【韓国紙】広島G7で発出された「核のない世界」

ワーキングディナーに臨む岸田文雄首相(中央奥)ら先進7カ国(G7)首脳ら=19日午後、広島県甘日市市の旅館「岩惚」
ワーキングディナーに臨む岸田文雄首相(中央奥)ら先進7カ国(G7)首脳ら=19日午後、広島県甘日市市の旅館「岩惚」

政治的修辞でなく責任感示せ

広島のように克明に対比される過去と現在を抱いた都市があるだろうか。広島平和記念公園を訪ねると、このような考えが深まる。1955年平和記念公園内に設立された広島平和記念資料館は原爆投下直後の広島の状況を伝える写真、被爆者の遺品など2万2000点余りを所蔵している。

資料館近くの韓国人原爆犠牲者慰霊碑は広島の悲劇がわれわれにも辛い歴史の一部であることを伝える。こうしたメッセージを伝える平和記念公園がよく整備された樹木、周辺の河川などと調和して美しい風景をつくり出しているのは異質感を与えるものの、とんでもない苦痛を克服してきた広島の意志だと言っても良いだろう。

19~21日に行われた先進7カ国首脳会議(G7広島サミット)は気候変動、食糧問題、伝染病など多くの全地球的課題を扱ったが、核軍縮、非拡散の議題が際立っていた。

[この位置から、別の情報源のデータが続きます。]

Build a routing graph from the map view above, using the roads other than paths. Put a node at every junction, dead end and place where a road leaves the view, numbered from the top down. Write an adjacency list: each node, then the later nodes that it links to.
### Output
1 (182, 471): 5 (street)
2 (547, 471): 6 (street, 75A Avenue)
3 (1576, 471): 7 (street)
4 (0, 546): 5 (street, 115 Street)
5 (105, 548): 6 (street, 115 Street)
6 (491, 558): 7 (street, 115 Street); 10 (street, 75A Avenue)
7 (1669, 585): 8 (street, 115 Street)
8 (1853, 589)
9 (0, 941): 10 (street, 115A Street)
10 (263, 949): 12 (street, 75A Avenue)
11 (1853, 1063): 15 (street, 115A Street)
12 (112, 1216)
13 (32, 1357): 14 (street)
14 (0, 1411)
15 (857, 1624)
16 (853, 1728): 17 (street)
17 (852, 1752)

開催地が広島であること自体がそうだ。

参加国首脳たちの最初の公式日程が資料館訪問だった。広島に選挙区を持つ岸田文雄首相は「核兵器のない世界」が一生の政治的課題であることを自負する政治家だ。ロシアがウクライナ戦争で核兵器を使う可能性に言及する最近の国際情勢は広島の悲劇が再演され得るという恐れを醸し出している。核兵器の開発や脅しに明け暮れる北朝鮮によって、韓国にとってこうした恐怖は他人事とは言えない。

G7は核兵器のない世界の志向を公言した。しかしこういう約束は虚(むな)しく聞こえたりもする。参加国の米国、英国、フランスが核保有国だ。核兵器がない世界の重要性を示すといって開催地を広島に定めた日本は米国の核の傘を安保の重要なテコとしている。

日本が広島の悲劇を記憶する方式にも問題がある。原爆投下以後の惨状は明確だが、そのような結果を招いた20世紀初めの日本軍国主義に対する反省と省察は見当たらない。

それにもかかわらず、広島の悲劇をありのままに振り返り、その記憶を国際社会が繰り返し共有することは意味が大きい。たった一度の使用だけでも、耐えなければならない結果がどれくらい恐ろしいかを、核兵器のない世界が人類の安寧と繁栄の重要な条件であることを広島のようによく見せてくれるところはないからだ。

資料館を見てG7首脳たちがどんな話を交わし、どんな反応を示したのかは分からない。彼らの感想も違わないだろうが、重要なのは莫大(ばくだい)な責任、義務を持っているという点だ。広島で発出したG7首脳たちの核兵器のない世界の約束が繰り返される政治的な修辞ではないことを期待する。